Allosteric modulation of 5-HT(1A) receptors by zinc: Binding studies

5-HT_1A receptors were studied via [³H]WAY-100635 and [³H]8-OH-DPAT binding to rat brain cortical membranes. We characterized the effect of zinc (Zn²⁺) on the binding properties of the 5-HT_1A receptor. The allosteric ternary complex model was applied to determine the dissociation constant (K_A) of Zn²⁺ and their cooperativity factors (α) affecting the dissociation constants (K_D, K_i) of [³H]WAY-100635, [³H]8-OH-DPAT, and serotonin (5-HT), the endogenous neurotransmitter.

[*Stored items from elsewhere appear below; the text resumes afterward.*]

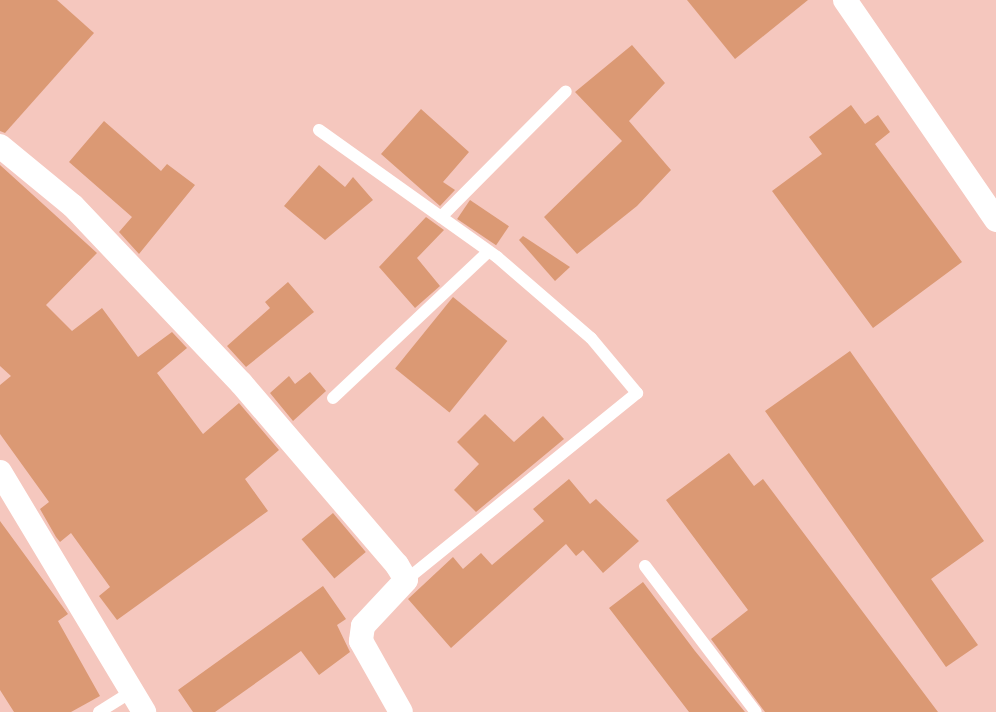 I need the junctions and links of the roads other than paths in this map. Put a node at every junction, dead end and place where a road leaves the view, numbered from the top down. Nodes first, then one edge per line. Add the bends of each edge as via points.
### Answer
1 (845, 0) edge
2 (566, 91) dead end
3 (319, 130) dead end
4 (0, 146) edge
5 (441, 217) junction
6 (996, 220) edge
7 (488, 251) junction
8 (334, 398) dead end
9 (0, 472) edge
10 (645, 566) dead end
11 (406, 580) junction
12 (138, 701) edge
13 (99, 712) edge
14 (401, 712) edge
15 (755, 712) edge

1 - 6 street
2 - 5 lane
3 - 5 lane
4 - 11 street via 73,206 241,383
5 - 7 lane
7 - 8 lane
7 - 11 lane via 591,338 637,393
9 - 12 street
10 - 15 lane
11 - 14 street via 363,626 362,641
12 - 13 lane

Zn²⁺ (5 μM-1 mM) inhibited the binding of agonist/antagonist to 5-HT1A receptors, mostly by decreasing both the ligands' affinity and the maximal number of sites. In [³⁵S]GTPγS binding assays Zn²⁺ behaved as insourmountable antagonist of 5-HT1A receptors, in agreement with radioligand binding assays. The residues involved in the formation of the inhibitory binding site on the 5-HT1A receptor were assessed by using N-ethyl-maleimide (NEM) or diethylpyrocarbonate (DEPC) which modify preferentially cysteine and histidine residues, respectively. Exposure to both agents did not block the negative allosteric effects of Zn²⁺ on agonist and antagonist binding. Our findings represent the first quantitative analysis of allosteric binding interactions for 5-HT_1A receptors. The physiological significance of Zn²⁺ modulation of 5-HT_1A receptors is unclear, but the colocalization of 5-HT_1A receptors and Zn²⁺ in the nervous system (e.g. in the hippocampus and cerebral cortex) suggests that Zn²⁺ released at nerve terminals may modulate signals generated by the 5-HT_1A receptors in vivo. Finally, these findings suggest that synaptic Zn²⁺ may be a factor influencing the effectiveness of therapies that rely on 5-HT_1A receptor activity.